Friday, March 27, 2026

Still Dreaming

During the months between Christmas and Easter, I develop Seasonal Affective Disorder on top of my Dysthymia.  The worst manifestation of this is the nightmares. The details change, but the theme remains: everyone is mad at me for something beyond my control.  

Sleep is usually a refuge for me.  It's an escape from a world that sees me as a failure.  Part of my waking routine is to remind myself of all the ways that I did not fail.  I usually refer to it as "waking up slow".  I probably picked up that term from one of my minions (speaking of ways in which I did not fail). 

During the Christmas/Easter gap, though, that routine becomes harder.  It's difficult to remember I'm loved when I'm waking from a nightmare that tells me otherwise, night after night.  It's a long dark haul from Santa's visit to the Bunny's.

Recent events and the current political climate have shaken my resolve, I won't lie to you.  My pie-in-the-sky dream of winning Publisher's Clearing House is over.  PCH is gone.  Sometimes I pick up a lottery ticket, keeping that dream alive.  I know it's unlikely but I freely admit to needing that crutch.  

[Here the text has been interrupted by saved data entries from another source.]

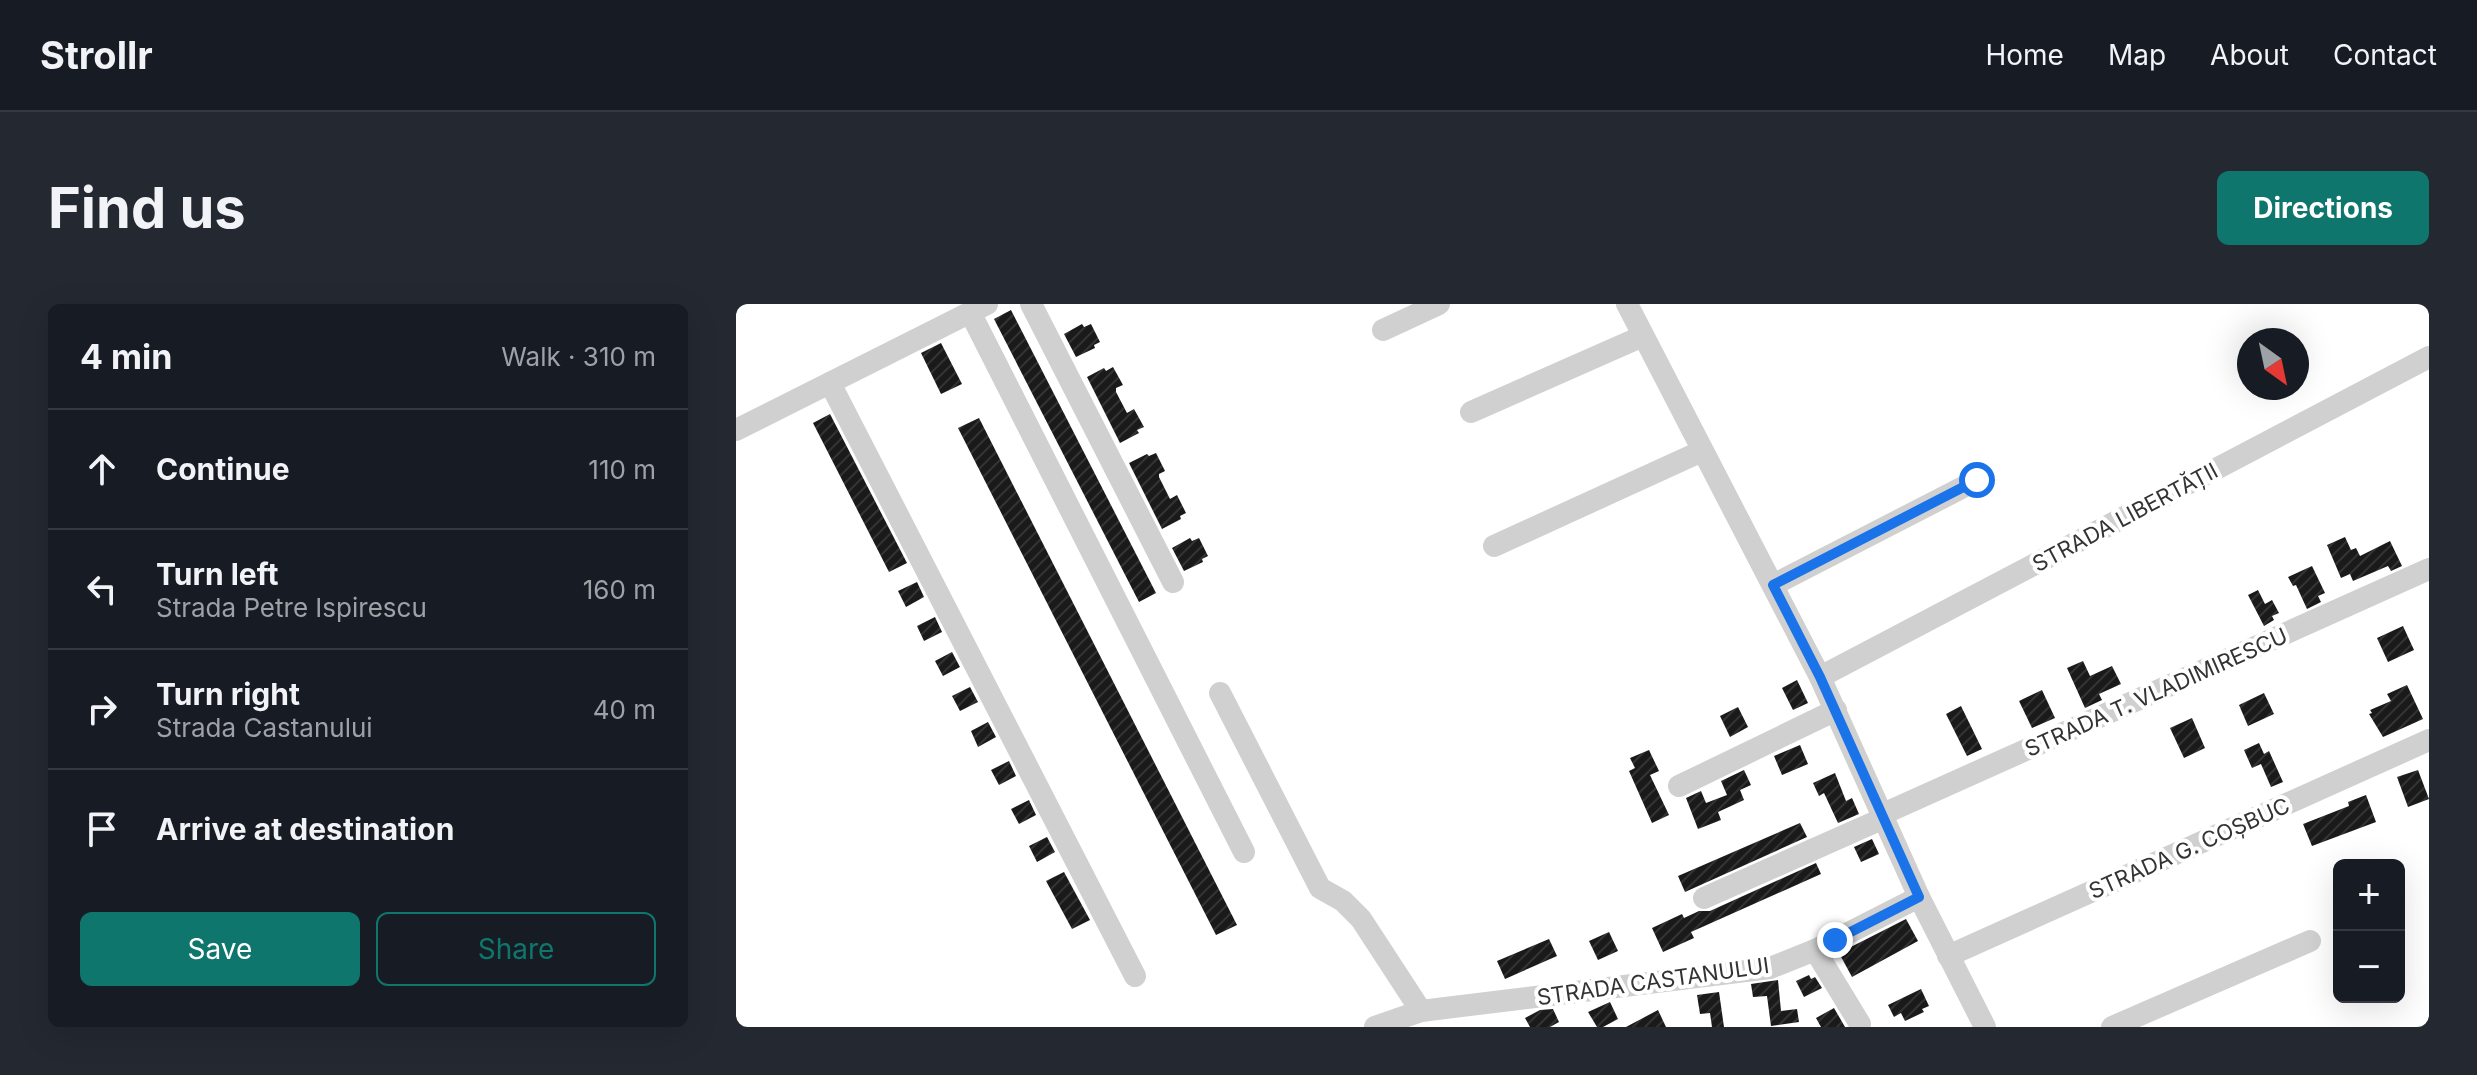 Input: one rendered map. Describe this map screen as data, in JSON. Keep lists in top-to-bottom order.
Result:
{
  "streets": {
    "street": [
      "STRADA LIBERTĂȚII",
      "STRADA T. VLADIMIRESCU",
      "STRADA G. COȘBUC",
      "STRADA CASTANULUI"
    ]
  },
  "north": "bottom right",
  "page": {
    "header": "Strollr",
    "nav": [
      "Home",
      "Map",
      "About",
      "Contact"
    ],
    "buttons": [
      "Directions",
      ["Save", "Share"]
    ],
    "title": "Find us",
    "heading": ["4 min", "Walk · 310 m"],
    "list": [
      ["Continue", "110 m"],
      ["Turn left", "Strada Petre Ispirescu", "160 m"],
      ["Turn right", "Strada Castanului", "40 m"],
      "Arrive at destination"
    ],
    "map_buttons": ["+", "−"]
  }
}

My faith in the Founders' checks and balances has been shaken badly by partisanship, which shows us exactly why the Founders were opposed to political parties.  But the party currently in power is experiencing a schism and elections are coming. There's hope still. The American Dream ain't dead.

Easter is almost here. Spring has already sprung.  And I'm still dreaming. 

Tuesday, March 17, 2026

Artificial Intelligence

 I joke about my aversion to AI.  I say things like "I've seen Terminator".  That's an extreme take on the situation.  It's unlikely that things will ever reach that point.  But I said the same thing about Donald Trump doing the very things he is now doing.  Make of that what you will.

Anyway, my aversion to AI is based more on the misuse of the tool and the environmental impact.  We aren't curing cancer, we're making cute little cartoons of ourselves and videos of Barbie committing arson.  We already have tools to do those things!  Tools that do not autonomously commit plagiarism and taint ground water! 

When AI gets a prompt, say "write a children's book, with illustrations, about divorce", what it does is look through its database and steal bits and pieces of copyrighted works and smush them together.  And I'm not even going to get into the data-mining it does on the prompter.  It can lead to misinformation because AI does not fact check.  

Not to mention that the purported author has poured none of their blood, sweat, and tears into the work.  Literally or otherwise.  This applies to all art forms and homework.  

The processors generate a lot of heat and are usually water-cooled.  The water picks up contaminants and is then released, thus sharing them with the world.  If it is possible to use a closed system for cooling - some sources say it is not - the companies that operate the AI don't use them.  Because they cost more.  We're tainting our water supply so we can giggle at bunnies on a trampoline. 

I freely admit to being something of a Luddite.  I worry that we humans depend on it too much. And it's hard to detect the line between Photoshop and "make a picture of Aunt Suzie in Rome".  One has, after all, grown from the other.  But art is a uniquely human thing.  Better to use this technology for science.  Creating an affordable closed system for cooling the processors would be an excellent start. Then march into the battle against incurable disease.